Zaman zaman mesleklerini paylaştıkları kişilerden olumsuz tepkiler aldıklarını ifade eden gassallar, yemeklerinin yenmemesi ya da ikramlarının reddedilmesinin kendileri için üzücü bir durum olduğunu belirttiler.
DUYGUSAL ANLAR YAŞADILAR
Gassallar, mesleklerini gönüllülük esasına dayalı olarak icra ettiklerini vurgularken, unutamadıkları bazı hatıraları paylaşırken duygusal anlar yaşadılar. Sadece cenazeleri yıkamakla kalmadıklarını, aynı zamanda cenaze yakınlarına da teselli verdiklerini belirten gassallar, "Vefat eden kişinin ruhani olarak bizim yanımızda olduğunu biliriz. Cenaze yakınları için de önemli bir rol üstleniriz, evladına annesinin ya da babasının son görevini yerine getirmesi için onu davet ederiz"

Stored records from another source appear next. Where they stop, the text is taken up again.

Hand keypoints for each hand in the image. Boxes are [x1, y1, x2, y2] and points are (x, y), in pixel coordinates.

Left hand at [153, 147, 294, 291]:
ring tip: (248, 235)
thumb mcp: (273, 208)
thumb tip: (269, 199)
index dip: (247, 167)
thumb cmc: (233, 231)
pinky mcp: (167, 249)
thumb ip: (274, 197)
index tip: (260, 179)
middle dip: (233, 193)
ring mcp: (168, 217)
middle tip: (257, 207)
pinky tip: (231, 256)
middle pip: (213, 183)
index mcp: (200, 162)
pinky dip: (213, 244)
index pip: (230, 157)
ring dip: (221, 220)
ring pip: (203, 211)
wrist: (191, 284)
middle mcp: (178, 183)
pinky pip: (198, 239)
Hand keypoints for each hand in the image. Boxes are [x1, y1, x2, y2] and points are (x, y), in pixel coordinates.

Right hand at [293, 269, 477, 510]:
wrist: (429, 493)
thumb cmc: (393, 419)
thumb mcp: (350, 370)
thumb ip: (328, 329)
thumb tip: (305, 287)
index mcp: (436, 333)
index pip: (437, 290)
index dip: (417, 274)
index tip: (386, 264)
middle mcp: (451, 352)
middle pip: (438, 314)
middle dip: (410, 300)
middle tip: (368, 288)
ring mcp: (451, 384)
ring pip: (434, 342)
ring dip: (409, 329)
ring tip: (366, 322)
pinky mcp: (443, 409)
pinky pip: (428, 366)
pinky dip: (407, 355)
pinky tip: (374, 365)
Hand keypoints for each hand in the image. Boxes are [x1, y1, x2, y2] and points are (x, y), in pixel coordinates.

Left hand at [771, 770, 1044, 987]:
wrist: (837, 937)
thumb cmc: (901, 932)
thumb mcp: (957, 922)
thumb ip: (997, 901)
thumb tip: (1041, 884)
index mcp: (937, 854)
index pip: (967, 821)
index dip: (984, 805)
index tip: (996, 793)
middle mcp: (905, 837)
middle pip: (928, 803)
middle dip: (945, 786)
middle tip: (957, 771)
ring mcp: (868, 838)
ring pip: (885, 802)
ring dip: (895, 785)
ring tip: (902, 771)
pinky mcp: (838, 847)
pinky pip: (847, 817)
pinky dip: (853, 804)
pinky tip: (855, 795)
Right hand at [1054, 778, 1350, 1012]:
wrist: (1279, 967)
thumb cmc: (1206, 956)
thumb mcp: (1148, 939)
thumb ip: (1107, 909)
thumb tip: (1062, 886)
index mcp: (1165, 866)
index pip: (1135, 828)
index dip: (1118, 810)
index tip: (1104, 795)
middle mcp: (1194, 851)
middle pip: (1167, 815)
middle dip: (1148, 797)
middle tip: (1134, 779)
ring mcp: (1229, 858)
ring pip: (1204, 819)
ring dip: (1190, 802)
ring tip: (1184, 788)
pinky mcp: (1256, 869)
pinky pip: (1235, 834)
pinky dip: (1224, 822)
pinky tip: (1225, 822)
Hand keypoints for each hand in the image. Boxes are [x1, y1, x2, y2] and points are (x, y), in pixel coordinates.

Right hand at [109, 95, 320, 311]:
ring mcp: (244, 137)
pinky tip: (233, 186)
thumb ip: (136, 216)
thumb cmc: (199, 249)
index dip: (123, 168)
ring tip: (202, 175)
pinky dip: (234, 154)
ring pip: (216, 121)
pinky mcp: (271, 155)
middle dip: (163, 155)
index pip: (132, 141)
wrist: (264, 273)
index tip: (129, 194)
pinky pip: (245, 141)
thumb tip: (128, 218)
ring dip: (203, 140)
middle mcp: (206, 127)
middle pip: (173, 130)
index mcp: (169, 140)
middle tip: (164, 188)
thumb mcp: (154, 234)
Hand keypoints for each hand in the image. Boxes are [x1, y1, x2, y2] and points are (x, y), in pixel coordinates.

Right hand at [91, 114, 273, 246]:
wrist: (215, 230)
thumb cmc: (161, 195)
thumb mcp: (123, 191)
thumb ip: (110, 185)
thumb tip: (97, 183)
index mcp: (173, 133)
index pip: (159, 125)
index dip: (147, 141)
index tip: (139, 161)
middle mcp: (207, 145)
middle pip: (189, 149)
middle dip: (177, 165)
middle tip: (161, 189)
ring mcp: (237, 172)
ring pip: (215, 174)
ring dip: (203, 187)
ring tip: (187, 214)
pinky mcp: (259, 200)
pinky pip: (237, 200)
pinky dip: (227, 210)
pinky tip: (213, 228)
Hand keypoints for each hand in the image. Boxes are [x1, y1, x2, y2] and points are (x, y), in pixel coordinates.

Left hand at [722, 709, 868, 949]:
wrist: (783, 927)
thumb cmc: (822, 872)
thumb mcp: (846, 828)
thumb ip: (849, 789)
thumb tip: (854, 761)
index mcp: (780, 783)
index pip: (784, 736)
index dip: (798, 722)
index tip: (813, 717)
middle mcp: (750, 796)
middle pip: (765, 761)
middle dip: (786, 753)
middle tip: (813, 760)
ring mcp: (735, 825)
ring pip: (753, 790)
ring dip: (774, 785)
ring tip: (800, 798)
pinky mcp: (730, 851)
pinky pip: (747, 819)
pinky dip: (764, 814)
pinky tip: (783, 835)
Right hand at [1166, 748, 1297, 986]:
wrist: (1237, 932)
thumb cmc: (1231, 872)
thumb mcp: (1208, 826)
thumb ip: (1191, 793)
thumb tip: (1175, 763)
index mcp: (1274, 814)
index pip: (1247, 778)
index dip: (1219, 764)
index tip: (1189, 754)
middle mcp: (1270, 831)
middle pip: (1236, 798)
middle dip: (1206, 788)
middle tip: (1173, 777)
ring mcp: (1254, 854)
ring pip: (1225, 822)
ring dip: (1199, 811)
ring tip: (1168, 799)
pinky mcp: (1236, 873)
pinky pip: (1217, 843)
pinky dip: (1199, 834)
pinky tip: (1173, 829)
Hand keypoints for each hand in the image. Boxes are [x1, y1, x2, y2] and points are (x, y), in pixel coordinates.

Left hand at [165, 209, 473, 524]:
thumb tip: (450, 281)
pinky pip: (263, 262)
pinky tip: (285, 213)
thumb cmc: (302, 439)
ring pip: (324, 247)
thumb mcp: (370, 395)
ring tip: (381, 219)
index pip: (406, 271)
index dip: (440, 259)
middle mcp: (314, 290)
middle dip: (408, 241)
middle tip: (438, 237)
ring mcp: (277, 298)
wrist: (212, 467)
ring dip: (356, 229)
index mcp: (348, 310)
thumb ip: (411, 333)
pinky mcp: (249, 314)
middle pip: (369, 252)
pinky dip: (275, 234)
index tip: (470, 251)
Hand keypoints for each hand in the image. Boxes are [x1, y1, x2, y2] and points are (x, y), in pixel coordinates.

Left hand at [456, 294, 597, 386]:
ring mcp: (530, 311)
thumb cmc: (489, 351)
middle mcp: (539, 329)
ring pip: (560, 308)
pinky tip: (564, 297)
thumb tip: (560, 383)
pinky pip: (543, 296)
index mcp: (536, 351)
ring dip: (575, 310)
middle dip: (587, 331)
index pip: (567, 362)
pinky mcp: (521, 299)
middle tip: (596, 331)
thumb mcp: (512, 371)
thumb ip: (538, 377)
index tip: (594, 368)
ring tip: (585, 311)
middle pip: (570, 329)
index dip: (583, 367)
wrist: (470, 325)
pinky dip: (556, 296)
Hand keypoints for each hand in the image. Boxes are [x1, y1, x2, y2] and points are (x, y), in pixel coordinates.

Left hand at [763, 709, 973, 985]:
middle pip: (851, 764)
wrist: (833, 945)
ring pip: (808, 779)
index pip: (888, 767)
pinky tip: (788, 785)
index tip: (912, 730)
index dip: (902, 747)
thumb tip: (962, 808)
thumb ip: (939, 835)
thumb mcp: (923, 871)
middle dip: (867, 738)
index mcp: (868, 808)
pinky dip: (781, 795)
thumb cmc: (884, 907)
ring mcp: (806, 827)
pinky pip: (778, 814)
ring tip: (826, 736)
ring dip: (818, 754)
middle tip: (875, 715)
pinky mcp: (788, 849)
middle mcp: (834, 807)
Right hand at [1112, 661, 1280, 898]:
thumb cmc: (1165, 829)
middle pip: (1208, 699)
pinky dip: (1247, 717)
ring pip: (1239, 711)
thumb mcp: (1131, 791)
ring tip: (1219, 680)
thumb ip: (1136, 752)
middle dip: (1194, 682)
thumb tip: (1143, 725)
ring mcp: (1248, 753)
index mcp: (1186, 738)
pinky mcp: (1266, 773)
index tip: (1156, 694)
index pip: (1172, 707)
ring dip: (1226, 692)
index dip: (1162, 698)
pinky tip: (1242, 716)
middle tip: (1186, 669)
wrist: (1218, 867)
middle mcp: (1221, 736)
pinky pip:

"11 YILLIK MESLEK HAYATIMDA..."
Gassallık mesleğini seçmesinin ardında tek bir sorunun etkili olduğunu belirten Nagihan hanım, "Yakınlarımdan biri vefat ettiğinde onu kim yıkayacak diye kendime sordum. Aslında bu soru beni bu mesleğe yöneltti. İmam Hatip'te okurken de bu konuda ders aldık, hocamız beni seçti. Sanıyorum bu iş benim nasibimdi.
Bir teyzeyi tabutla getirdiler. Gasilhaneye aldığımızda odayı gül kokusu sardı. O günü hiç unutmam, 11 yıllık meslek hayatımda bir daha böyle bir cenaze ile karşılaşmadım.
Bunun neden olduğunu araştırdığımızda, dini bütün ve insanları kırmamaya özen gösteren, çevresi tarafından çok sevilen sayılan, kimsenin hakkını yemeyen, insanlara yardım etmeyi seven. Kısacası herkese faydası dokunan bir insanmış. Hani derler ya, nasıl yaşarsanız öyle ölürsünüz, nasıl ölürseniz öyle dirilirsiniz diye. Olayın birebir şahidi bunu yaşadığını anlatıyor.
"BEKARKEN ETKİLENMİYORDUM"
Mesleği uzun süredir icra eden İsmail ise zamanla duyduğu hüzünlerin arttığını ifade ederek "Bu işe başladığımda bekardım, daha soğukkanlıydım ve meslek olarak bakıyordum, etkilenmiyordum. Ancak özellikle çocuk cenazeleri beni çok etkiliyor. Artık bir çocuğum olduğu için, orada kendi çocuğumu hayal ediyorum ve bu durum çok hüzünlendiriyor. Allah kimseyi çocuğunu yıkamak zorunda bırakmasın." Diyor.
Trabzon Büyükşehir Belediyesi Mezarlıklar Daire Başkanlığına bağlı gasilhanede görev yapan gassallar, Gassal dizisini izlerken duygulandıklarını, kendi hikayelerini izlediklerini anlattı.
Dizi hakkında konuşan Gassal, "Her yönüyle doğru çekilen bir dizi. Hem duygu yönüyle hem fiziksel hareketleriyle, insanlarla ilişkileriyle çok doğru hareketler yapılmış." dedi.
'Gassallık, içine girildiği zaman da çift taraflı ruhu olan bir dünya. Hem maddi hem manevi kısmında da ruhu olan, yaşanması gereken bir dünya. Soğuk bir yüzü olduğundan dolayı uzak da durulan bir şey. Ne zaman insanın başına geliyorsa böyle bir olay, insanlar o zaman gasilhaneye gidiyor, cenazeyle ilgilenen arkadaşlarla muhatap oluyor. Onlarla tanıştıktan sonraki düşünceleri değişiyor. Bunu da güzel anlatıyor dizi. Öyle gördüm oradan. Birkaç sahnesi var, gassal fırça yiyor ama içine atıyor. Fırça yemeye devam ediyor, olmayacak bir iş isteniyor, yine vatandaşa bir kötü cümle söylemeden bir şekilde işini halletmeye çalışıyor.